Every line of the entries below that carries the string "from" should be copied.

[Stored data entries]
▬▬▬▬▬▬

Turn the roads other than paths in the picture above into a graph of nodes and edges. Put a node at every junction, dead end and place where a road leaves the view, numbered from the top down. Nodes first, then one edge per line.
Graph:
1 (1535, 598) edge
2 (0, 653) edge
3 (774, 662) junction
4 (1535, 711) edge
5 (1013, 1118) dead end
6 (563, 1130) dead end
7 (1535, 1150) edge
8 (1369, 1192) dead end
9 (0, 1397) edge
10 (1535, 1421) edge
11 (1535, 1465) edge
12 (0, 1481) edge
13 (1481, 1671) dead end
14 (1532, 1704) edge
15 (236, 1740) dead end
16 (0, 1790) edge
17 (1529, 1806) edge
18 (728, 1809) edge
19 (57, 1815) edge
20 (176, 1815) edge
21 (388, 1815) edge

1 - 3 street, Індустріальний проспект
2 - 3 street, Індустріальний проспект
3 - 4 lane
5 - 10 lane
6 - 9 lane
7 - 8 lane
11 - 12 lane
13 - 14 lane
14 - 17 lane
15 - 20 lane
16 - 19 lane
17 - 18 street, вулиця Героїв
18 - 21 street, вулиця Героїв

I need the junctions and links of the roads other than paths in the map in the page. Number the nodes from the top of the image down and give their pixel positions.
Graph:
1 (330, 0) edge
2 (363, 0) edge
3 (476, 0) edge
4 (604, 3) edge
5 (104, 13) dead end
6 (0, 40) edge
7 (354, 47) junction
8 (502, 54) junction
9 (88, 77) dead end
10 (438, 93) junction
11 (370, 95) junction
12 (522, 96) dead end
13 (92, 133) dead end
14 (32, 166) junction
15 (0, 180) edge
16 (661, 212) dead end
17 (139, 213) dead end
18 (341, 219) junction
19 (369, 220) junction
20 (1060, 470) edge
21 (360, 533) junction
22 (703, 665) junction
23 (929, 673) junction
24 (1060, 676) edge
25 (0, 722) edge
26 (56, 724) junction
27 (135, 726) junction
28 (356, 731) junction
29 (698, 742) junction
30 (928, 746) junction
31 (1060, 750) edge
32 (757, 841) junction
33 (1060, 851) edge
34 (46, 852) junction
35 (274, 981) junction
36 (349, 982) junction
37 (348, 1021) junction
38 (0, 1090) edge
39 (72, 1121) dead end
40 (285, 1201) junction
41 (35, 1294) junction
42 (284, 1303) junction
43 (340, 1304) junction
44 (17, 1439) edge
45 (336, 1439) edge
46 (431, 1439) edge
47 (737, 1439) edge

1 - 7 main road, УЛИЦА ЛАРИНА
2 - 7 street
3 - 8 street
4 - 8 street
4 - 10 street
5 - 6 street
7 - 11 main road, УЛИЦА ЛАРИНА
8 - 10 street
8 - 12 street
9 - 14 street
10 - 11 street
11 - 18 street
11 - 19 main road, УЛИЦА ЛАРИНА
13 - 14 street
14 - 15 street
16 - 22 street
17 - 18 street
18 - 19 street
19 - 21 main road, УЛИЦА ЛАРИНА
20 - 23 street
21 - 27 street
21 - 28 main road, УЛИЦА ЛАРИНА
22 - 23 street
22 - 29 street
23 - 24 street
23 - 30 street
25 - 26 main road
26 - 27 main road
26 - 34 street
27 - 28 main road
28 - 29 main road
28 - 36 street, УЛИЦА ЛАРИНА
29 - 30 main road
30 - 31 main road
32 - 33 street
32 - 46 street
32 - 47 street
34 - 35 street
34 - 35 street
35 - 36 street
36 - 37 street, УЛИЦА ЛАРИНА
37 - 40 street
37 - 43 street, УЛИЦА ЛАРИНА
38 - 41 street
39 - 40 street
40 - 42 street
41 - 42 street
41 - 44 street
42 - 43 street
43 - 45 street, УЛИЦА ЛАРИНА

▬▬▬▬▬▬

Response for this exercise
Turn the roads other than paths in the picture above into a graph of nodes and edges. Put a node at every junction, dead end and place where a road leaves the view, numbered from the top down. Nodes first, then one edge per line.
I need the junctions and links of the roads other than paths in the map in the page. Number the nodes from the top of the image down and give their pixel positions.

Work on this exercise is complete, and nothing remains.